In fault tolerant applications, 1Pipe provides a fast path in normal cases, and falls back to the application for customized failure handling. More concretely, an application may use state machine replication to replicate its states, and register onepipe_proc_fail_callback which invokes a traditional consensus algorithm. Each message is scattered to all replicas. When failure occurs, message delivery is stalled, and 1Pipe invokes the callbacks in all non-fail processes. Restricted failure atomicity ensures that all correct replicas deliver the same sequence of messages. If the correct replicas reach a quorum, the callbacks return, and message delivery is resumed. Otherwise, there are too many failed replicas, and the application can choose between consistency and availability. If it chooses consistency and waits for some replicas to recover, the recovered replicas can deliver the same sequence of messages.

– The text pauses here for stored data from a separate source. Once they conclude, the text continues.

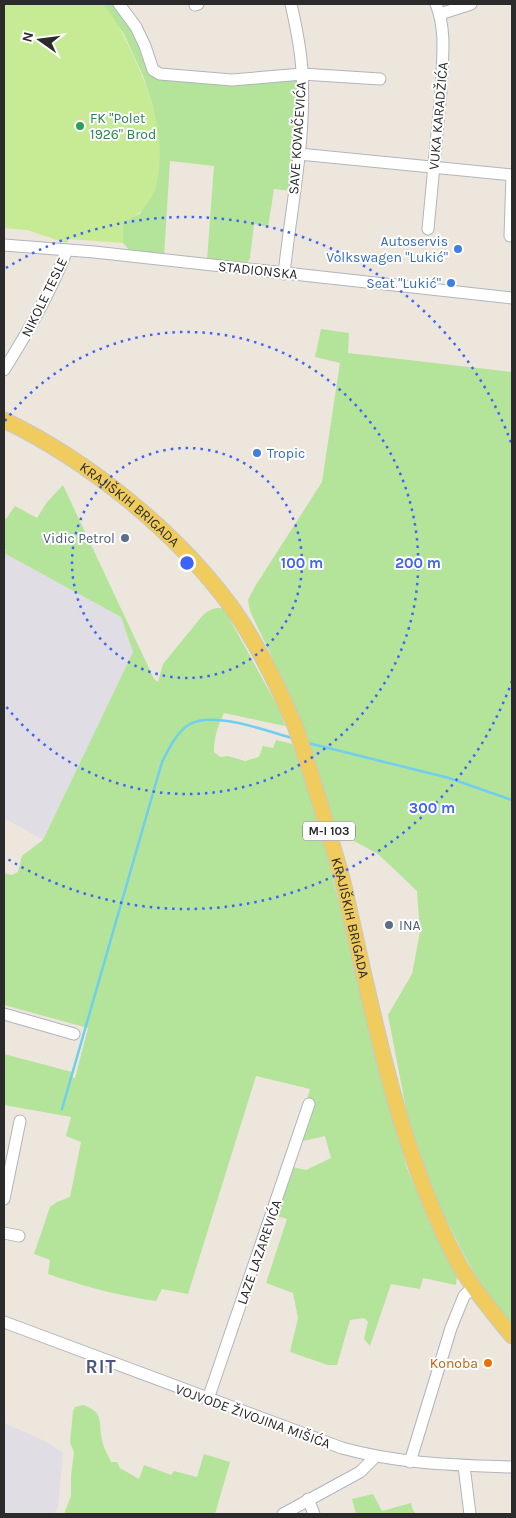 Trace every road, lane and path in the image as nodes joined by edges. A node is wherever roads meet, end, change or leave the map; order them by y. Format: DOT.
graph roads {
  1 [pos="119,4"];
  2 [pos="291,4"];
  3 [pos="471,4"];
  4 [pos="438,9"];
  5 [pos="302,74"];
  6 [pos="380,78"];
  7 [pos="299,154"];
  8 [pos="434,168"];
  9 [pos="512,175"];
  10 [pos="428,229"];
  11 [pos="510,236"];
  12 [pos="4,245"];
  13 [pos="66,250"];
  14 [pos="284,274"];
  15 [pos="512,298"];
  16 [pos="4,370"];
  17 [pos="4,420"];
  18 [pos="4,1014"];
  19 [pos="74,1034"];
  20 [pos="310,1104"];
  21 [pos="20,1121"];
  22 [pos="4,1199"];
  23 [pos="4,1233"];
  24 [pos="19,1236"];
  25 [pos="473,1287"];
  26 [pos="4,1322"];
  27 [pos="512,1336"];
  28 [pos="208,1400"];
  29 [pos="375,1457"];
  30 [pos="410,1462"];
  31 [pos="464,1466"];
  32 [pos="512,1468"];
  33 [pos="308,1499"];
  34 [pos="283,1514"];
  35 [pos="314,1514"];
  36 [pos="470,1514"];
  1 -- 5 [label="street"];
  2 -- 5 [label="street, SAVE KOVAČEVIĆA"];
  3 -- 4 [label="street"];
  4 -- 8 [label="street, VUKA KARADŽIĆA"];
  5 -- 6 [label="street"];
  5 -- 7 [label="street, SAVE KOVAČEVIĆA"];
  7 -- 8 [label="street"];
  7 -- 14 [label="street, SAVE KOVAČEVIĆA"];
  8 -- 9 [label="street"];
  8 -- 10 [label="street, VUKA KARADŽIĆA"];
  9 -- 11 [label="street"];
  12 -- 13 [label="street, STADIONSKA"];
  13 -- 14 [label="street, STADIONSKA"];
  13 -- 16 [label="street, NIKOLE TESLE"];
  14 -- 15 [label="street, STADIONSKA"];
  17 -- 25 [label="main road, KRAJIŠKIH BRIGADA / M-I 103"];
  18 -- 19 [label="street"];
  20 -- 28 [label="street, LAZE LAZAREVIĆA"];
  21 -- 22 [label="street"];
  23 -- 24 [label="street"];
  25 -- 27 [label="main road, KRAJIŠKIH BRIGADA / M-I 103"];
  25 -- 30 [label="street"];
  26 -- 28 [label="street, VOJVODE ŽIVOJINA MIŠIĆA"];
  28 -- 29 [label="street, VOJVODE ŽIVOJINA MIŠIĆA"];
  29 -- 30 [label="street, VOJVODE ŽIVOJINA MIŠIĆA"];
  29 -- 33 [label="street"];
  30 -- 31 [label="street, VOJVODE ŽIVOJINA MIŠIĆA"];
  31 -- 32 [label="street, VOJVODE ŽIVOJINA MIŠIĆA"];
  31 -- 36 [label="street"];
  33 -- 34 [label="street"];
  33 -- 35 [label="street"];
}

So, 1Pipe doesn’t excuse you from implementing a distributed protocol: it handles the happy path, but you handle recovery.

Recovery would be orders of magnitude slower than normal operation. Whoever deploys 1Pipe should think hard about how the rest of the system will react when 1Pipe stalls for crash recovery, or risk metastable failure. The 1Pipe authors clearly optimized for very reliable data center networks where packet loss, crashes, and clock skew are very rare.

My evaluation

1Pipe seems far faster than other protocols that achieve similar consistency levels, at the cost of high requirements, and expensive and poorly defined error recovery. It guarantees causal and totally ordered communication, aka “CATOCS”. This be the same as sequential consistency, or perhaps the authors don’t claim sequential consistency because 1Pipe doesn’t guarantee delivery. Anyway, it’s a cool protocol! If you have a high-tech data center network and you need super low latency plus causal consistency, then 1Pipe will fit your niche.